Anticipating the impending crisis, the military brass began calling college graduates to active service as privates. They accomplished this by liquidating military departments at almost 200 universities and institutes. These programs previously provided students with military training and conferred the rank of lieutenant, while exempting most, but not all, of them from mandatory service.

But if college military departments are shut down, the flow of officer-recruits will dry up as well. And last year Putin signed legislation ending the practice of calling up reserve officers for active duty. It would seem that closing an unusual institution for training officers in peacetime is a positive step in the right direction. After all, it has often been noted that such officers are of little practical benefit. They are incapable of teaching their subordinates anything useful and spend their time counting the days until their discharge.

This is why the Defense Ministry is doing everything it can to retain officers at their commands. But last year, the military added one year to the minimum period of service required to advance to the next rank. Prior to that, the top brass suggested granting company commanders the rank of major. And now we hear of their plan to extend the officers' terms of service by five years. There is an obvious reason for all of these measures -- they are trying every possible method to force officers to serve longer terms at the lowest rank of platoon or company commanders.

Were the Kremlin planning to have a small professional army, everything would be fine.

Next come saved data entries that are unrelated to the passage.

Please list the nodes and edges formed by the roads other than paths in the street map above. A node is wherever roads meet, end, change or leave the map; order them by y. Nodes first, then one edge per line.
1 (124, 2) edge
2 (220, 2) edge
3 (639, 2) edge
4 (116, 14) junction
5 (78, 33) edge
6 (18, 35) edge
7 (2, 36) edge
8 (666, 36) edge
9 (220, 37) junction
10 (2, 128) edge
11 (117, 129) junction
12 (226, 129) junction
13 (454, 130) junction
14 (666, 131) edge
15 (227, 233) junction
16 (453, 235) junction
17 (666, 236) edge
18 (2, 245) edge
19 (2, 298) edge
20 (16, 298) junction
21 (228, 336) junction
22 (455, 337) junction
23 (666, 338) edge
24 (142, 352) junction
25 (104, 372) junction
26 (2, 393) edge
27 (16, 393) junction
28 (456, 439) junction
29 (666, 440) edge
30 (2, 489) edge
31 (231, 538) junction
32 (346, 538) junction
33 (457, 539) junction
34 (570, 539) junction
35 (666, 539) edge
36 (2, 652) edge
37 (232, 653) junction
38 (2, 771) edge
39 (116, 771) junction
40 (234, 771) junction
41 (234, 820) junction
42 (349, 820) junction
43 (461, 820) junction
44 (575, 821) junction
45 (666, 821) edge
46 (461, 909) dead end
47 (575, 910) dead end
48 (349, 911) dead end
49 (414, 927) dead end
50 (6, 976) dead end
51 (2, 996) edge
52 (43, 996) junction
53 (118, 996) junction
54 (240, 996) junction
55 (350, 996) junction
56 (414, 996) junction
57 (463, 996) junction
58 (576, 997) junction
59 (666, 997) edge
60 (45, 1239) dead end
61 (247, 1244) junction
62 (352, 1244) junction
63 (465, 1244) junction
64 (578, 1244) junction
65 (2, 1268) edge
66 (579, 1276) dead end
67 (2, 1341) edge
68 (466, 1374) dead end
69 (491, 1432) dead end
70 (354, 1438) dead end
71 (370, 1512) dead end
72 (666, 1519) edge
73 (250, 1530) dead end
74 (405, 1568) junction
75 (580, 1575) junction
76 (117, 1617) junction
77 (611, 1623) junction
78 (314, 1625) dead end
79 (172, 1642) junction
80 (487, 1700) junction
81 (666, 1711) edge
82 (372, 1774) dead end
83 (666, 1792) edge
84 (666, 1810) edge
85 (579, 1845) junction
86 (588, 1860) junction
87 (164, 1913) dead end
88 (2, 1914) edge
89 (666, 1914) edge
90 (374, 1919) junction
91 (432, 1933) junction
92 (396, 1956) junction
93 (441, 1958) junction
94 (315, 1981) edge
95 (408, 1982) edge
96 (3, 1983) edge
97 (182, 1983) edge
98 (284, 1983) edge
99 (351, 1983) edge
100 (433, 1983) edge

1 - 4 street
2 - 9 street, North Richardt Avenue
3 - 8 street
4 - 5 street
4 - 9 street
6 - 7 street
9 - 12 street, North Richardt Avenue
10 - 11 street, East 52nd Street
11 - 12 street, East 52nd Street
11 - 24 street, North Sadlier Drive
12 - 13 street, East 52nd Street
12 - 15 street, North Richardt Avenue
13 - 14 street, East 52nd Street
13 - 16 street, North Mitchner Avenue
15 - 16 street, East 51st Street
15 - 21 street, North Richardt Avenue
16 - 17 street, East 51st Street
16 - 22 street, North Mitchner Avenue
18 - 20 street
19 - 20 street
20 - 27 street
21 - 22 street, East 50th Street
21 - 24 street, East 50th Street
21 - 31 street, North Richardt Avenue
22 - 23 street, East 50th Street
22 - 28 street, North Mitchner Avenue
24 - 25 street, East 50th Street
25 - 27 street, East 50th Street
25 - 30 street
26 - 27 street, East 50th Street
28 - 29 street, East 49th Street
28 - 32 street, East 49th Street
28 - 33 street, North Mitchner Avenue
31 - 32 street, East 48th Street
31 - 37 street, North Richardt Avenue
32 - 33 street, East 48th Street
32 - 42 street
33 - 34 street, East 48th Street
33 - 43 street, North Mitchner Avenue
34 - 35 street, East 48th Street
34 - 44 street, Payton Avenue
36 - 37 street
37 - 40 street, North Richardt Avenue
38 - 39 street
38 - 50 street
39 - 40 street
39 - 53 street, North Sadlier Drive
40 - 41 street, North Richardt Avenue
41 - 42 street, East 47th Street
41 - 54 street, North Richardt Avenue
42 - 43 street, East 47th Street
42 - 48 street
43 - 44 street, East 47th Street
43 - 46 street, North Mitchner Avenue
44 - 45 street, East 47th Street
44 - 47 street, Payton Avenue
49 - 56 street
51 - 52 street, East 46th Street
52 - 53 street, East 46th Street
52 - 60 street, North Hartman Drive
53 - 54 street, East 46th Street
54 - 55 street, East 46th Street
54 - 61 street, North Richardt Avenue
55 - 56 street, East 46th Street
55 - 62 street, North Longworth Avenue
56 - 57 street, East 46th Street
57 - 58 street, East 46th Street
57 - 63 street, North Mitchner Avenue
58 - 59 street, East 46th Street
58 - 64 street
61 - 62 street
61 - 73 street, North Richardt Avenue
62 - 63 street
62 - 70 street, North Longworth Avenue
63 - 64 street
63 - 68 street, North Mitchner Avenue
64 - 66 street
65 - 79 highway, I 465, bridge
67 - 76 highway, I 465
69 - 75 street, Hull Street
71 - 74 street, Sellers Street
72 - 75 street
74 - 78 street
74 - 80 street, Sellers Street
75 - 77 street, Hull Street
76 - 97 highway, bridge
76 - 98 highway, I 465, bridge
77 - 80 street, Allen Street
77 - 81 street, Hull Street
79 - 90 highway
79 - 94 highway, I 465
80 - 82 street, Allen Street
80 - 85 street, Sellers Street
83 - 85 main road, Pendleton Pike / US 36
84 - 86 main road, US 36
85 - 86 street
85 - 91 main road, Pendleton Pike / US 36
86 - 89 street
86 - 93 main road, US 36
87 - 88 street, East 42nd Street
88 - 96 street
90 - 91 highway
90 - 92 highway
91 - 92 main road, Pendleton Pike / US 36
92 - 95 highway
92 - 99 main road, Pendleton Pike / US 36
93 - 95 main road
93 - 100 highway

High bonuses for accumulated time on the job could compensate for many years of service at low rank. But in Russia's mass-mobilization army, the ability to rise rapidly through the ranks is one of the main -- if not the only -- motivating factors for officers to continue serving. Considering the low salaries and poor conditions that military officers must endure, even the slightest delay at the bottom rung of the career ladder makes extended service pointless. There is no basis for believing that an officer who has earned the right to retire with a pension will choose to extend his service for as much as a single day. These half-baked proposals clearly will not solve the crisis of the insufficient number of officers in the armed forces.

The picture that emerges for the military in 2009 is not very optimistic. There will be no troops serving, nor will there be officers to command them.

When this crisis hits, the generals will throw themselves at the feet of the new commander in chief and say, "Dear, kind tsar! Nothing has worked -- not transferring a percentage of the draftees to contract service, nor switching to one year of mandatory service nor eliminating officer-recruits."

Maybe we should go back to the way it was before. That request just might be approved.

Alexander Golts is deputy editor of the online newspaper Yezhednevny Zhurnal.